___ Given data ___

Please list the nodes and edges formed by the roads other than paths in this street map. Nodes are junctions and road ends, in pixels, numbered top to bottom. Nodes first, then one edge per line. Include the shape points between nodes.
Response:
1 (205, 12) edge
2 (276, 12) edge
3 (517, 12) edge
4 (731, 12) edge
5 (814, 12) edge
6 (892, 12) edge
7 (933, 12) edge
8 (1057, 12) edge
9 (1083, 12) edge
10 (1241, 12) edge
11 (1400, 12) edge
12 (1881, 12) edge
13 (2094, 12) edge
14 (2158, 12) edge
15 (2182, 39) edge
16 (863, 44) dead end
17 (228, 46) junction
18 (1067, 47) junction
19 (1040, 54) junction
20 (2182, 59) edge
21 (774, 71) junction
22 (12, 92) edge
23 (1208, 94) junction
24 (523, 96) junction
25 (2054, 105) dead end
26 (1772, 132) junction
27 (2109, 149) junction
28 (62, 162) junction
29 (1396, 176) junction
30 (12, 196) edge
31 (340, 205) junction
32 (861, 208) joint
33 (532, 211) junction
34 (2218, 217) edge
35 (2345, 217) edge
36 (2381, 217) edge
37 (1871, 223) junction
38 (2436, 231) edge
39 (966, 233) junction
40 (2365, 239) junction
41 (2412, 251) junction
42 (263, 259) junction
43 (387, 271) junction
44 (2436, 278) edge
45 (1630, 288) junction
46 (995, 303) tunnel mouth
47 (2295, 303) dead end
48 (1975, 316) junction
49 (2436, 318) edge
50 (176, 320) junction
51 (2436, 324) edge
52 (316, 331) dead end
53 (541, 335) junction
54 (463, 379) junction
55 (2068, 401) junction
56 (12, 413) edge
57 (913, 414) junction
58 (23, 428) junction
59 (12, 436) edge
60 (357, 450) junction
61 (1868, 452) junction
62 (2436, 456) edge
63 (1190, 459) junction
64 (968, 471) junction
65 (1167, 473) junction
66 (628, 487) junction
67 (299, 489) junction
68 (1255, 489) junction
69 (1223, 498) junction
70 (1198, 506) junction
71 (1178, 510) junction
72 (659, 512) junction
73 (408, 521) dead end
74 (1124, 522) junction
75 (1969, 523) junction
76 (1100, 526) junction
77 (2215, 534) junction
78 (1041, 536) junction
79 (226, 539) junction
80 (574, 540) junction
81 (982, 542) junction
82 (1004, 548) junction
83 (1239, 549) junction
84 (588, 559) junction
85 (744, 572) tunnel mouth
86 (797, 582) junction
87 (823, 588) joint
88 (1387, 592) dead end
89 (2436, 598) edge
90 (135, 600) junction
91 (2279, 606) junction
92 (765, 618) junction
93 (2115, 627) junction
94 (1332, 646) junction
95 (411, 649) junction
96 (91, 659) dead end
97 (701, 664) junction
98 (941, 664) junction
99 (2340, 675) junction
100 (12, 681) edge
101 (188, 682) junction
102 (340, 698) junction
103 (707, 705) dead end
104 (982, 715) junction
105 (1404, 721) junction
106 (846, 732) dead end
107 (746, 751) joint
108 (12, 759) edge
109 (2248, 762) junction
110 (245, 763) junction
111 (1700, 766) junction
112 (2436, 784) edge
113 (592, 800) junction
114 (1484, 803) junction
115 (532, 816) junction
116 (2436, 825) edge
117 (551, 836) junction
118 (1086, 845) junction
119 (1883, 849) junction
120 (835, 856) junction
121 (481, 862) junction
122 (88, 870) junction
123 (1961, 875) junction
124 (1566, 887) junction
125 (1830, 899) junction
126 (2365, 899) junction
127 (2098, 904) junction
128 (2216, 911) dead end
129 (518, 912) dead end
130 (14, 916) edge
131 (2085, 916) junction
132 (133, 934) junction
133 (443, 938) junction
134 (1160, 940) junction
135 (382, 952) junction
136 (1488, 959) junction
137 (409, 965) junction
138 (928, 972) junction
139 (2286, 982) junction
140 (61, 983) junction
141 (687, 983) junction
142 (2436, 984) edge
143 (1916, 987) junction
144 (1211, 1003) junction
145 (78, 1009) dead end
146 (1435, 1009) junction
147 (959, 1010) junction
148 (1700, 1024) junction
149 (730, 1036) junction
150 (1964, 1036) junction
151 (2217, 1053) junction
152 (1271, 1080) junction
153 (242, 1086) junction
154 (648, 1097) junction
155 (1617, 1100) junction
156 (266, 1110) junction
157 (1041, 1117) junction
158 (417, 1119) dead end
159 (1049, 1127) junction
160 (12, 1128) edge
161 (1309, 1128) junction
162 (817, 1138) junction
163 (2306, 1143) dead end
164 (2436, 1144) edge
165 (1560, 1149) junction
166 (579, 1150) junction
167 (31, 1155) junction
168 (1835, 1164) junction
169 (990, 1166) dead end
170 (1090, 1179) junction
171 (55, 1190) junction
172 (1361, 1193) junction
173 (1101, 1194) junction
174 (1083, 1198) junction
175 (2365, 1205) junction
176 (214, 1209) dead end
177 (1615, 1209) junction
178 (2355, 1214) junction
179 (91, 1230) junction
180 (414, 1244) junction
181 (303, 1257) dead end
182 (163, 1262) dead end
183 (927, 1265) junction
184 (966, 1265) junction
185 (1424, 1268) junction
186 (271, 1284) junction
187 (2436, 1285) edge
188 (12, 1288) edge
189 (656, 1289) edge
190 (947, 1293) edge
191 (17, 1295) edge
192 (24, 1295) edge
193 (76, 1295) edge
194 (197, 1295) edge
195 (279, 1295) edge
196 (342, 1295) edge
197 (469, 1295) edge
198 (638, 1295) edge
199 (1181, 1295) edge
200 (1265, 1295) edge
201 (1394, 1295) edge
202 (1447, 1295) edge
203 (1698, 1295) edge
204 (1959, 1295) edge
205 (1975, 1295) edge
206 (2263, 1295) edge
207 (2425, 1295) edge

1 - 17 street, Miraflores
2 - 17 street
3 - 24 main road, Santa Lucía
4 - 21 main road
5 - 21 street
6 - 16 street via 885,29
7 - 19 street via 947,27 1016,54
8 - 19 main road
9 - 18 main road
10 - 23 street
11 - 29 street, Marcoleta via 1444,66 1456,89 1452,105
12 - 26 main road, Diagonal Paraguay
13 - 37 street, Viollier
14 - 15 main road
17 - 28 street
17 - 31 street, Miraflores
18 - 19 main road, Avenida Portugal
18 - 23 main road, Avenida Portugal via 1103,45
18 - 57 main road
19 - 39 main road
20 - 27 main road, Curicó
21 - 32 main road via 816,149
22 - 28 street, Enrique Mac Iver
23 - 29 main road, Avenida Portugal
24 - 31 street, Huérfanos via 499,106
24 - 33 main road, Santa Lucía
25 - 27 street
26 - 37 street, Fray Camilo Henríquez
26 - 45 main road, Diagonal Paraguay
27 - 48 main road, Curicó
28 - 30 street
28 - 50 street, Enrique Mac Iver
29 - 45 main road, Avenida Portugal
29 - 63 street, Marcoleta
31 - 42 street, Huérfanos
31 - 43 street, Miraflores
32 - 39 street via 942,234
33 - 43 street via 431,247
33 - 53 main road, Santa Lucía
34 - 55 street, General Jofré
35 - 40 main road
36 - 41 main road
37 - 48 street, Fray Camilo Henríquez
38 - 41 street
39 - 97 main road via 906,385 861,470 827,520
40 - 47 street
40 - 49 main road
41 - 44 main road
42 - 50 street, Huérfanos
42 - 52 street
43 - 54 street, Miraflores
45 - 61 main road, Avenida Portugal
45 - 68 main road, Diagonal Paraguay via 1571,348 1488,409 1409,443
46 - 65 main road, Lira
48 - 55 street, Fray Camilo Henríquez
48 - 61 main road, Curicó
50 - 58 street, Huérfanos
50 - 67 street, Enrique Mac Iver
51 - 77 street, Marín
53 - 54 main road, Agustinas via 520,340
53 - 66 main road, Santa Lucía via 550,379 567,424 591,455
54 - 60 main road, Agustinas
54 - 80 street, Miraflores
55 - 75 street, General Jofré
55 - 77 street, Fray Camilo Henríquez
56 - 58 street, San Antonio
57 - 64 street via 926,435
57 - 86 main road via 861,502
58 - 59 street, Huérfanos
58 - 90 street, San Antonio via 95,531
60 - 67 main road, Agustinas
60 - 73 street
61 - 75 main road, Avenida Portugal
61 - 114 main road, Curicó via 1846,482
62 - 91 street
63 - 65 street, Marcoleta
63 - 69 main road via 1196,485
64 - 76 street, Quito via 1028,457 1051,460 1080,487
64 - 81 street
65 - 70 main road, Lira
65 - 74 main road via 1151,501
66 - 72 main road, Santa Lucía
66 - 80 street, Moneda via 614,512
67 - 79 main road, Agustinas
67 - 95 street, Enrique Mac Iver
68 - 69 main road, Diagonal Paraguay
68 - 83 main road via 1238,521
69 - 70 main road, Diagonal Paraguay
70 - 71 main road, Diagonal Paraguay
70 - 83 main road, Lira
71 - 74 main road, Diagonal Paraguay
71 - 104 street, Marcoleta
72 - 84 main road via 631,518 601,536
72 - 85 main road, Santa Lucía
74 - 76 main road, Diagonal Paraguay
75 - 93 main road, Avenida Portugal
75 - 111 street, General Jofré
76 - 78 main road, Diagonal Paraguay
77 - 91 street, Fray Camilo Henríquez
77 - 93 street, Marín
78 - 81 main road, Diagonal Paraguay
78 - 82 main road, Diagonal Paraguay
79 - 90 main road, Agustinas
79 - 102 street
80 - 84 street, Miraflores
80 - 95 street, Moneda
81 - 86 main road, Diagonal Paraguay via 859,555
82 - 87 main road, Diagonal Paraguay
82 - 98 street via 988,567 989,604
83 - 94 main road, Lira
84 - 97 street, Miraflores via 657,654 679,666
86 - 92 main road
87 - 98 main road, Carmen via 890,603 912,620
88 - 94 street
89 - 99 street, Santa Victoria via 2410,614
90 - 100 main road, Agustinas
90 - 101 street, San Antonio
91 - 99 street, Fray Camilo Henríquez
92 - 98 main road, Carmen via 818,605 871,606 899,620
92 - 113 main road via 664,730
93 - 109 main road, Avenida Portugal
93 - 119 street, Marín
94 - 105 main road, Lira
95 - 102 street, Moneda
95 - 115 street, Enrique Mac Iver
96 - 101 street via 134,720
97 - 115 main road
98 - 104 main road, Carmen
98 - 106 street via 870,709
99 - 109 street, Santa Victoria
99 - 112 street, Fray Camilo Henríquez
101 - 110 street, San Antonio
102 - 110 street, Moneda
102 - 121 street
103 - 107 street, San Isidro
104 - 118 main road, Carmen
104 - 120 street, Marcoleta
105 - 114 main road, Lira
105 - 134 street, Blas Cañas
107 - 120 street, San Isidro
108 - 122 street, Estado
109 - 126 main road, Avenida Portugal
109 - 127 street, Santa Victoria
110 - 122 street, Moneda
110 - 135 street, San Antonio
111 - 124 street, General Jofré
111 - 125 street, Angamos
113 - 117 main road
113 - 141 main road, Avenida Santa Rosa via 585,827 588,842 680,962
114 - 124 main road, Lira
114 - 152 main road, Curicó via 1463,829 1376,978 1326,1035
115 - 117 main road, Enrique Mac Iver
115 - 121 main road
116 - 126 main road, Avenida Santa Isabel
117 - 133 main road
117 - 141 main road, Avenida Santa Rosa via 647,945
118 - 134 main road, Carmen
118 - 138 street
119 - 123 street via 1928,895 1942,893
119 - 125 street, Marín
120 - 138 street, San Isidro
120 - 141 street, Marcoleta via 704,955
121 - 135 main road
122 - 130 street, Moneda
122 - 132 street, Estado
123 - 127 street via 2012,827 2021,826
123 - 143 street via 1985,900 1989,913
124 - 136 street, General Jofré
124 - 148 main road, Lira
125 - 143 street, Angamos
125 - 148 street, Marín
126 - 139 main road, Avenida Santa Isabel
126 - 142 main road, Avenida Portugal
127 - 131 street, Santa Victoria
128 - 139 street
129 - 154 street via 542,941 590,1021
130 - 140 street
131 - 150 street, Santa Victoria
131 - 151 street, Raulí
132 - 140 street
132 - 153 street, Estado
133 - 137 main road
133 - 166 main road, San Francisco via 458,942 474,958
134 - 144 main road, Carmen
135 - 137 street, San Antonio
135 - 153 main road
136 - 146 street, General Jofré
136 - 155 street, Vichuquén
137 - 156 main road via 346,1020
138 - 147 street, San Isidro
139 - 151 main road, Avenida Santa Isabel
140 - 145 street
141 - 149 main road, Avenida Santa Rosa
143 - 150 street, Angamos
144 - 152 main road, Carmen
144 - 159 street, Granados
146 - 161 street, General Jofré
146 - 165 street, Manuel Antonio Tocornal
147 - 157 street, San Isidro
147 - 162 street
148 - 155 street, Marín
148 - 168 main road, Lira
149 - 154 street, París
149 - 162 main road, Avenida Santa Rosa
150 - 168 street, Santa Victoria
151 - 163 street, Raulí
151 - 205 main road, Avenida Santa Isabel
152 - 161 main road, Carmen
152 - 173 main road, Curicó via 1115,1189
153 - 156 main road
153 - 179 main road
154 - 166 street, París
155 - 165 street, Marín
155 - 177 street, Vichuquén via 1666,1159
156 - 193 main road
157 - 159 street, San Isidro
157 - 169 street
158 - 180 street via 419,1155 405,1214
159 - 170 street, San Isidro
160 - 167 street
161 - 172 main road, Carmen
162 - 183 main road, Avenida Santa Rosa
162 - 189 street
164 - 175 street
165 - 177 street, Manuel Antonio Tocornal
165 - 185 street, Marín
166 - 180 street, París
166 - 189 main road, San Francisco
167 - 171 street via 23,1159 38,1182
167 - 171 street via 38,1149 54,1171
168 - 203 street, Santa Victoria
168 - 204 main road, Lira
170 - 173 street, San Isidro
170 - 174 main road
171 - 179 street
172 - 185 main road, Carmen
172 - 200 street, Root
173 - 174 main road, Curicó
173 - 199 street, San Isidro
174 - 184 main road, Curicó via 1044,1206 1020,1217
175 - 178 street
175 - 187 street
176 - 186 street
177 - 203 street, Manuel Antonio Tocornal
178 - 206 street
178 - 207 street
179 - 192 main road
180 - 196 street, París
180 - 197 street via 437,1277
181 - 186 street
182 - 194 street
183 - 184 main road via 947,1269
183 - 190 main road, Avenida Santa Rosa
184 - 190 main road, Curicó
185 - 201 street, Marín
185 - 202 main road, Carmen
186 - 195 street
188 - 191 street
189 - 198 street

___

#### Instructions to follow:
Pull each line containing "Tocornal" from the records.

#### Output for this exercise:
146 - 165 street, Manuel Antonio Tocornal
165 - 177 street, Manuel Antonio Tocornal
177 - 203 street, Manuel Antonio Tocornal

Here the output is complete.